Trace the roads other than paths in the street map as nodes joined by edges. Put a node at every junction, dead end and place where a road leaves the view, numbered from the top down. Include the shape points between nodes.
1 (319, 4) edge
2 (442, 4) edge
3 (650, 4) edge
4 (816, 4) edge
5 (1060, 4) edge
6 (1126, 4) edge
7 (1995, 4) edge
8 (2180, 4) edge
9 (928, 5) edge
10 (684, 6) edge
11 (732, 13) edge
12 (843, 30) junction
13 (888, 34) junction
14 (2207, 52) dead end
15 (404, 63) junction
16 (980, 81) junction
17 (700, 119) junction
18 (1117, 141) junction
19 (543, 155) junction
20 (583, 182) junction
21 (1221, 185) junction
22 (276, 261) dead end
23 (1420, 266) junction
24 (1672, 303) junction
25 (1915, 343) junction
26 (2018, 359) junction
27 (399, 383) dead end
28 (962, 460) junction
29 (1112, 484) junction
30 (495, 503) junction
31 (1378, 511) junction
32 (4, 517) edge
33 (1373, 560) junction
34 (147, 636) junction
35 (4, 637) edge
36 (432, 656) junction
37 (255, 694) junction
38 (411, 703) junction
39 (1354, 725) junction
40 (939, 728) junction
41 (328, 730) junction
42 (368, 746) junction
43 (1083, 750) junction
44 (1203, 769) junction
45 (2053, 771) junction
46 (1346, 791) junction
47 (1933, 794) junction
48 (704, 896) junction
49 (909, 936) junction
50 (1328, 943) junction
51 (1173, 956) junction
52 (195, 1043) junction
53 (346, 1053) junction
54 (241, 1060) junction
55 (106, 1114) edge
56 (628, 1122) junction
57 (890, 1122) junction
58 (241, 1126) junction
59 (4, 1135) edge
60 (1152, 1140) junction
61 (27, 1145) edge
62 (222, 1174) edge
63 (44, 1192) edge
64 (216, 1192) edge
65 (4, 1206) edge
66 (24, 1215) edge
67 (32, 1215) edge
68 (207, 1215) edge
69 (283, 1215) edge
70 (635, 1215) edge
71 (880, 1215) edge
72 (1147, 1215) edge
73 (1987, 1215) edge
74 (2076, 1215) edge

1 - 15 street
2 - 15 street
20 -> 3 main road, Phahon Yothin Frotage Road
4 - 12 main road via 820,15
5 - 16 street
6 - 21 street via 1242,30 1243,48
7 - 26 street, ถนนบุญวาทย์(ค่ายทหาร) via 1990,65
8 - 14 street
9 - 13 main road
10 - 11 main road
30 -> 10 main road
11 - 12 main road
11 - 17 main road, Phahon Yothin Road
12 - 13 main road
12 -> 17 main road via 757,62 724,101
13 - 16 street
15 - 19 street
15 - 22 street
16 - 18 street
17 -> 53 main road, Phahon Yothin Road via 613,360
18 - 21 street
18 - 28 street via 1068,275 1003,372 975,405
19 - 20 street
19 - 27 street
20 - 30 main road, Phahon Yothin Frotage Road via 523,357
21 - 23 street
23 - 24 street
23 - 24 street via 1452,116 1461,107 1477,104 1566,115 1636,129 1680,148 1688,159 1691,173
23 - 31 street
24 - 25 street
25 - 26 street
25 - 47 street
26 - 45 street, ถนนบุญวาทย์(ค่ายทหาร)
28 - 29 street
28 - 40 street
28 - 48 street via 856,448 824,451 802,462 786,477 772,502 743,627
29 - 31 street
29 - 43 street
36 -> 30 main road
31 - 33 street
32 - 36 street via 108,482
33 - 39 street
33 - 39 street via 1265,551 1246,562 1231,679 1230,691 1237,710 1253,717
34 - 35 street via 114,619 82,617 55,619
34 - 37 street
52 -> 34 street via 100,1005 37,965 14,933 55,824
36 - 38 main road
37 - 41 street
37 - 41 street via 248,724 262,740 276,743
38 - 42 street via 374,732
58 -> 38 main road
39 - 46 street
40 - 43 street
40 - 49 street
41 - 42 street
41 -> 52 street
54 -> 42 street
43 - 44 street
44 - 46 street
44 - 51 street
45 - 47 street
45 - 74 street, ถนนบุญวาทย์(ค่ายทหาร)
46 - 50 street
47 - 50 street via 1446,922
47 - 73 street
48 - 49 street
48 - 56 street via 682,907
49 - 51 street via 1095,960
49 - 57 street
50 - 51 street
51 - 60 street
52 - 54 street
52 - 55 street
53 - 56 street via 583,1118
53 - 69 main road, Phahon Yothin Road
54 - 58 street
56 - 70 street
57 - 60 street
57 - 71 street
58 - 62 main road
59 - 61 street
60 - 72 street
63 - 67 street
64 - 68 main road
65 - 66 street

# # #

All of the entries above should be written out verbatim.

SOLUTION TO THE EXERCISE
Trace the roads other than paths in the street map as nodes joined by edges. Put a node at every junction, dead end and place where a road leaves the view, numbered from the top down. Include the shape points between nodes.
1 (319, 4) edge
2 (442, 4) edge
3 (650, 4) edge
4 (816, 4) edge
5 (1060, 4) edge
6 (1126, 4) edge
7 (1995, 4) edge
8 (2180, 4) edge
9 (928, 5) edge
10 (684, 6) edge
11 (732, 13) edge
12 (843, 30) junction
13 (888, 34) junction
14 (2207, 52) dead end
15 (404, 63) junction
16 (980, 81) junction
17 (700, 119) junction
18 (1117, 141) junction
19 (543, 155) junction
20 (583, 182) junction
21 (1221, 185) junction
22 (276, 261) dead end
23 (1420, 266) junction
24 (1672, 303) junction
25 (1915, 343) junction
26 (2018, 359) junction
27 (399, 383) dead end
28 (962, 460) junction
29 (1112, 484) junction
30 (495, 503) junction
31 (1378, 511) junction
32 (4, 517) edge
33 (1373, 560) junction
34 (147, 636) junction
35 (4, 637) edge
36 (432, 656) junction
37 (255, 694) junction
38 (411, 703) junction
39 (1354, 725) junction
40 (939, 728) junction
41 (328, 730) junction
42 (368, 746) junction
43 (1083, 750) junction
44 (1203, 769) junction
45 (2053, 771) junction
46 (1346, 791) junction
47 (1933, 794) junction
48 (704, 896) junction
49 (909, 936) junction
50 (1328, 943) junction
51 (1173, 956) junction
52 (195, 1043) junction
53 (346, 1053) junction
54 (241, 1060) junction
55 (106, 1114) edge
56 (628, 1122) junction
57 (890, 1122) junction
58 (241, 1126) junction
59 (4, 1135) edge
60 (1152, 1140) junction
61 (27, 1145) edge
62 (222, 1174) edge
63 (44, 1192) edge
64 (216, 1192) edge
65 (4, 1206) edge
66 (24, 1215) edge
67 (32, 1215) edge
68 (207, 1215) edge
69 (283, 1215) edge
70 (635, 1215) edge
71 (880, 1215) edge
72 (1147, 1215) edge
73 (1987, 1215) edge
74 (2076, 1215) edge

1 - 15 street
2 - 15 street
20 -> 3 main road, Phahon Yothin Frotage Road
4 - 12 main road via 820,15
5 - 16 street
6 - 21 street via 1242,30 1243,48
7 - 26 street, ถนนบุญวาทย์(ค่ายทหาร) via 1990,65
8 - 14 street
9 - 13 main road
10 - 11 main road
30 -> 10 main road
11 - 12 main road
11 - 17 main road, Phahon Yothin Road
12 - 13 main road
12 -> 17 main road via 757,62 724,101
13 - 16 street
15 - 19 street
15 - 22 street
16 - 18 street
17 -> 53 main road, Phahon Yothin Road via 613,360
18 - 21 street
18 - 28 street via 1068,275 1003,372 975,405
19 - 20 street
19 - 27 street
20 - 30 main road, Phahon Yothin Frotage Road via 523,357
21 - 23 street
23 - 24 street
23 - 24 street via 1452,116 1461,107 1477,104 1566,115 1636,129 1680,148 1688,159 1691,173
23 - 31 street
24 - 25 street
25 - 26 street
25 - 47 street
26 - 45 street, ถนนบุญวาทย์(ค่ายทหาร)
28 - 29 street
28 - 40 street
28 - 48 street via 856,448 824,451 802,462 786,477 772,502 743,627
29 - 31 street
29 - 43 street
36 -> 30 main road
31 - 33 street
32 - 36 street via 108,482
33 - 39 street
33 - 39 street via 1265,551 1246,562 1231,679 1230,691 1237,710 1253,717
34 - 35 street via 114,619 82,617 55,619
34 - 37 street
52 -> 34 street via 100,1005 37,965 14,933 55,824
36 - 38 main road
37 - 41 street
37 - 41 street via 248,724 262,740 276,743
38 - 42 street via 374,732
58 -> 38 main road
39 - 46 street
40 - 43 street
40 - 49 street
41 - 42 street
41 -> 52 street
54 -> 42 street
43 - 44 street
44 - 46 street
44 - 51 street
45 - 47 street
45 - 74 street, ถนนบุญวาทย์(ค่ายทหาร)
46 - 50 street
47 - 50 street via 1446,922
47 - 73 street
48 - 49 street
48 - 56 street via 682,907
49 - 51 street via 1095,960
49 - 57 street
50 - 51 street
51 - 60 street
52 - 54 street
52 - 55 street
53 - 56 street via 583,1118
53 - 69 main road, Phahon Yothin Road
54 - 58 street
56 - 70 street
57 - 60 street
57 - 71 street
58 - 62 main road
59 - 61 street
60 - 72 street
63 - 67 street
64 - 68 main road
65 - 66 street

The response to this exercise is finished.